--- EXTRACTED DATA ---

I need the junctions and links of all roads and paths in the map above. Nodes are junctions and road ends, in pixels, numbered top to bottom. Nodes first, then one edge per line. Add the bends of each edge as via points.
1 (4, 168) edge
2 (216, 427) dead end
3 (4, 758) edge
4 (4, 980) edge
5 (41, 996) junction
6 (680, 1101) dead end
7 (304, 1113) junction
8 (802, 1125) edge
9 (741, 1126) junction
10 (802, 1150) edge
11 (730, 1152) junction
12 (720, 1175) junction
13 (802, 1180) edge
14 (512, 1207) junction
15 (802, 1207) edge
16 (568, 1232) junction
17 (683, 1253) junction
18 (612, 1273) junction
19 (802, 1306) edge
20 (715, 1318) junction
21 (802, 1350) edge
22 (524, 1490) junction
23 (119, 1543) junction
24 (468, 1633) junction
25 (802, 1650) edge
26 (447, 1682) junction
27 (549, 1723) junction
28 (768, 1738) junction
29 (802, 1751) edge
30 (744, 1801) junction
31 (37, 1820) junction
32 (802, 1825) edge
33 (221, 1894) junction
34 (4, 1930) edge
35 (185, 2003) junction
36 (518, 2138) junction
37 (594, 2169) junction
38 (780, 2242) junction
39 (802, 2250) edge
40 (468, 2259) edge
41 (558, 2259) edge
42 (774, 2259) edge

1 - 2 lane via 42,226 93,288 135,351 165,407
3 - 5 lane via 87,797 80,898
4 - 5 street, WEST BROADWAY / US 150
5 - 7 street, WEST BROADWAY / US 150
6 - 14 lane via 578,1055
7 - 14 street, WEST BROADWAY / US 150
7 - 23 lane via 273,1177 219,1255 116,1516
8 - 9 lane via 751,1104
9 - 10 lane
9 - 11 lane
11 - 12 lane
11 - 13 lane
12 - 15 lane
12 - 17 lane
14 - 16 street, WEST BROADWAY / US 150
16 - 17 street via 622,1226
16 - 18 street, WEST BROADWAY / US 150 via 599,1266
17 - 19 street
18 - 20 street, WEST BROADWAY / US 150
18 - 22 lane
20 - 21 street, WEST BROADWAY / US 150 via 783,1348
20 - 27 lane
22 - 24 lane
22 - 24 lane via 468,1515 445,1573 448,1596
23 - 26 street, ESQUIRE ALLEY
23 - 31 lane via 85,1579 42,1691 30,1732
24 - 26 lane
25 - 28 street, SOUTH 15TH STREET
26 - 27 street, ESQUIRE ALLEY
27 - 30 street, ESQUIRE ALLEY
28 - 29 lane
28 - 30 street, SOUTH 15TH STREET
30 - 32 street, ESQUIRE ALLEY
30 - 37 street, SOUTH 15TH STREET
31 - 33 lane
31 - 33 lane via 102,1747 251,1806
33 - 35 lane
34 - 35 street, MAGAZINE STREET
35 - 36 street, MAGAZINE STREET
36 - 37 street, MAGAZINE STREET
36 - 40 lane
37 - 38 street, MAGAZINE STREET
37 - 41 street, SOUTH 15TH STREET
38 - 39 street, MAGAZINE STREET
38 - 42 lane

---

Start at the first line of the material and write everything out exactly.

I need the junctions and links of all roads and paths in the map above. Nodes are junctions and road ends, in pixels, numbered top to bottom. Nodes first, then one edge per line. Add the bends of each edge as via points.
1 (4, 168) edge
2 (216, 427) dead end
3 (4, 758) edge
4 (4, 980) edge
5 (41, 996) junction
6 (680, 1101) dead end
7 (304, 1113) junction
8 (802, 1125) edge
9 (741, 1126) junction
10 (802, 1150) edge
11 (730, 1152) junction
12 (720, 1175) junction
13 (802, 1180) edge
14 (512, 1207) junction
15 (802, 1207) edge
16 (568, 1232) junction
17 (683, 1253) junction
18 (612, 1273) junction
19 (802, 1306) edge
20 (715, 1318) junction
21 (802, 1350) edge
22 (524, 1490) junction
23 (119, 1543) junction
24 (468, 1633) junction
25 (802, 1650) edge
26 (447, 1682) junction
27 (549, 1723) junction
28 (768, 1738) junction
29 (802, 1751) edge
30 (744, 1801) junction
31 (37, 1820) junction
32 (802, 1825) edge
33 (221, 1894) junction
34 (4, 1930) edge
35 (185, 2003) junction
36 (518, 2138) junction
37 (594, 2169) junction
38 (780, 2242) junction
39 (802, 2250) edge
40 (468, 2259) edge
41 (558, 2259) edge
42 (774, 2259) edge

1 - 2 lane via 42,226 93,288 135,351 165,407
3 - 5 lane via 87,797 80,898
4 - 5 street, WEST BROADWAY / US 150
5 - 7 street, WEST BROADWAY / US 150
6 - 14 lane via 578,1055
7 - 14 street, WEST BROADWAY / US 150
7 - 23 lane via 273,1177 219,1255 116,1516
8 - 9 lane via 751,1104
9 - 10 lane
9 - 11 lane
11 - 12 lane
11 - 13 lane
12 - 15 lane
12 - 17 lane
14 - 16 street, WEST BROADWAY / US 150
16 - 17 street via 622,1226
16 - 18 street, WEST BROADWAY / US 150 via 599,1266
17 - 19 street
18 - 20 street, WEST BROADWAY / US 150
18 - 22 lane
20 - 21 street, WEST BROADWAY / US 150 via 783,1348
20 - 27 lane
22 - 24 lane
22 - 24 lane via 468,1515 445,1573 448,1596
23 - 26 street, ESQUIRE ALLEY
23 - 31 lane via 85,1579 42,1691 30,1732
24 - 26 lane
25 - 28 street, SOUTH 15TH STREET
26 - 27 street, ESQUIRE ALLEY
27 - 30 street, ESQUIRE ALLEY
28 - 29 lane
28 - 30 street, SOUTH 15TH STREET
30 - 32 street, ESQUIRE ALLEY
30 - 37 street, SOUTH 15TH STREET
31 - 33 lane
31 - 33 lane via 102,1747 251,1806
33 - 35 lane
34 - 35 street, MAGAZINE STREET
35 - 36 street, MAGAZINE STREET
36 - 37 street, MAGAZINE STREET
36 - 40 lane
37 - 38 street, MAGAZINE STREET
37 - 41 street, SOUTH 15TH STREET
38 - 39 street, MAGAZINE STREET
38 - 42 lane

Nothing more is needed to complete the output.